[[ Data for the task, beginning ]]
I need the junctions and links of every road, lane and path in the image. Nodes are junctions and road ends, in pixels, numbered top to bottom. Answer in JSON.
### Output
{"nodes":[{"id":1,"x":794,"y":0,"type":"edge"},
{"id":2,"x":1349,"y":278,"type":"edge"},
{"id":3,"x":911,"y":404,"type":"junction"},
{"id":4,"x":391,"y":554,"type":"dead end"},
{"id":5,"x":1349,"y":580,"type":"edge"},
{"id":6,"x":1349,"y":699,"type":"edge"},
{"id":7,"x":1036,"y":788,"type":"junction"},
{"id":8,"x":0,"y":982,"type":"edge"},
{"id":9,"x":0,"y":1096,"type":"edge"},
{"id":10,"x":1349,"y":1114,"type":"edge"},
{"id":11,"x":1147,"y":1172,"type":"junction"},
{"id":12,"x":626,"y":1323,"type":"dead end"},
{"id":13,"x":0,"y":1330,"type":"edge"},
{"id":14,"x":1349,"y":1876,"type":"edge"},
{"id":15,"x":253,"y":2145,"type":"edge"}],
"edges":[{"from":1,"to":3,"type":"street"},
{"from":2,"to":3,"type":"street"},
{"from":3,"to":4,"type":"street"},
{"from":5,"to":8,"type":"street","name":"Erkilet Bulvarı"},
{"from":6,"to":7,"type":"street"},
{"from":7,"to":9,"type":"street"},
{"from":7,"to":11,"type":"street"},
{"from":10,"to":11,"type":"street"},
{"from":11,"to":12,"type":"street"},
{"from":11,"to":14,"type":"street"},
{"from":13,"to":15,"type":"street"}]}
[[ Data for the task, end ]]
▶ _Work required_
Among the lines of the data, identify those with the word "from". Copy each of them.

▶ _Answer area_
"edges":[{"from":1,"to":3,"type":"street"},
{"from":2,"to":3,"type":"street"},
{"from":3,"to":4,"type":"street"},
{"from":5,"to":8,"type":"street","name":"Erkilet Bulvarı"},
{"from":6,"to":7,"type":"street"},
{"from":7,"to":9,"type":"street"},
{"from":7,"to":11,"type":"street"},
{"from":10,"to":11,"type":"street"},
{"from":11,"to":12,"type":"street"},
{"from":11,"to":14,"type":"street"},
{"from":13,"to":15,"type":"street"}]}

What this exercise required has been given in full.